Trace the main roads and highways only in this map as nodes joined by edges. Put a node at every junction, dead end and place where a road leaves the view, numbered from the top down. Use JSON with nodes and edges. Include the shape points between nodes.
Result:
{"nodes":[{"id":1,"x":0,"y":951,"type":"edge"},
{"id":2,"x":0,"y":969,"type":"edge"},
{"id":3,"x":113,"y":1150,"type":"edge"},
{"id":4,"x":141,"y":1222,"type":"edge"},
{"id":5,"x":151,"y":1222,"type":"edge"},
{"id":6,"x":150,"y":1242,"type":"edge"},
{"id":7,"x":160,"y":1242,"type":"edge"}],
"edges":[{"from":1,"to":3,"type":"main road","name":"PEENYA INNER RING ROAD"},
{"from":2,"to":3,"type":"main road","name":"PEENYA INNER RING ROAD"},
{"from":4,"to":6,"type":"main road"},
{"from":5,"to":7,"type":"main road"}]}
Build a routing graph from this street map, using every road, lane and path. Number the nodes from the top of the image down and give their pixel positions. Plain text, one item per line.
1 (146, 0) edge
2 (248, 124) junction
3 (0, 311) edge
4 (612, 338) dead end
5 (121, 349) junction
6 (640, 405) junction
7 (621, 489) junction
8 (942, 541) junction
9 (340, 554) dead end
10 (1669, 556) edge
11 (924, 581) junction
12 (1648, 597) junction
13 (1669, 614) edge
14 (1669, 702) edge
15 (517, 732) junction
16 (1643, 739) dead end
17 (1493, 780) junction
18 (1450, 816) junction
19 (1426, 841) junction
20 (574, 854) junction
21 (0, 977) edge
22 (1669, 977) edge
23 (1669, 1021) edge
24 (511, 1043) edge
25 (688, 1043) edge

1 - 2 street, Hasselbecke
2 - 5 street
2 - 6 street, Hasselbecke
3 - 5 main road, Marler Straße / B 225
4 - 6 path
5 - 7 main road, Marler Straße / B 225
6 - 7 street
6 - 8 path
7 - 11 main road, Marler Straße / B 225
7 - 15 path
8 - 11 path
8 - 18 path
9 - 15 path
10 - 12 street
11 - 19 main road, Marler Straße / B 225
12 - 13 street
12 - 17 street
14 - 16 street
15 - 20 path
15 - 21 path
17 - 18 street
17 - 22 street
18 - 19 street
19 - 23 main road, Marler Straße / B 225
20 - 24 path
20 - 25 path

#### Work to complete:
Produce an identical printout of the material above.

#### Result of this task:
Trace the main roads and highways only in this map as nodes joined by edges. Put a node at every junction, dead end and place where a road leaves the view, numbered from the top down. Use JSON with nodes and edges. Include the shape points between nodes.
Result:
{"nodes":[{"id":1,"x":0,"y":951,"type":"edge"},
{"id":2,"x":0,"y":969,"type":"edge"},
{"id":3,"x":113,"y":1150,"type":"edge"},
{"id":4,"x":141,"y":1222,"type":"edge"},
{"id":5,"x":151,"y":1222,"type":"edge"},
{"id":6,"x":150,"y":1242,"type":"edge"},
{"id":7,"x":160,"y":1242,"type":"edge"}],
"edges":[{"from":1,"to":3,"type":"main road","name":"PEENYA INNER RING ROAD"},
{"from":2,"to":3,"type":"main road","name":"PEENYA INNER RING ROAD"},
{"from":4,"to":6,"type":"main road"},
{"from":5,"to":7,"type":"main road"}]}
Build a routing graph from this street map, using every road, lane and path. Number the nodes from the top of the image down and give their pixel positions. Plain text, one item per line.
1 (146, 0) edge
2 (248, 124) junction
3 (0, 311) edge
4 (612, 338) dead end
5 (121, 349) junction
6 (640, 405) junction
7 (621, 489) junction
8 (942, 541) junction
9 (340, 554) dead end
10 (1669, 556) edge
11 (924, 581) junction
12 (1648, 597) junction
13 (1669, 614) edge
14 (1669, 702) edge
15 (517, 732) junction
16 (1643, 739) dead end
17 (1493, 780) junction
18 (1450, 816) junction
19 (1426, 841) junction
20 (574, 854) junction
21 (0, 977) edge
22 (1669, 977) edge
23 (1669, 1021) edge
24 (511, 1043) edge
25 (688, 1043) edge

1 - 2 street, Hasselbecke
2 - 5 street
2 - 6 street, Hasselbecke
3 - 5 main road, Marler Straße / B 225
4 - 6 path
5 - 7 main road, Marler Straße / B 225
6 - 7 street
6 - 8 path
7 - 11 main road, Marler Straße / B 225
7 - 15 path
8 - 11 path
8 - 18 path
9 - 15 path
10 - 12 street
11 - 19 main road, Marler Straße / B 225
12 - 13 street
12 - 17 street
14 - 16 street
15 - 20 path
15 - 21 path
17 - 18 street
17 - 22 street
18 - 19 street
19 - 23 main road, Marler Straße / B 225
20 - 24 path
20 - 25 path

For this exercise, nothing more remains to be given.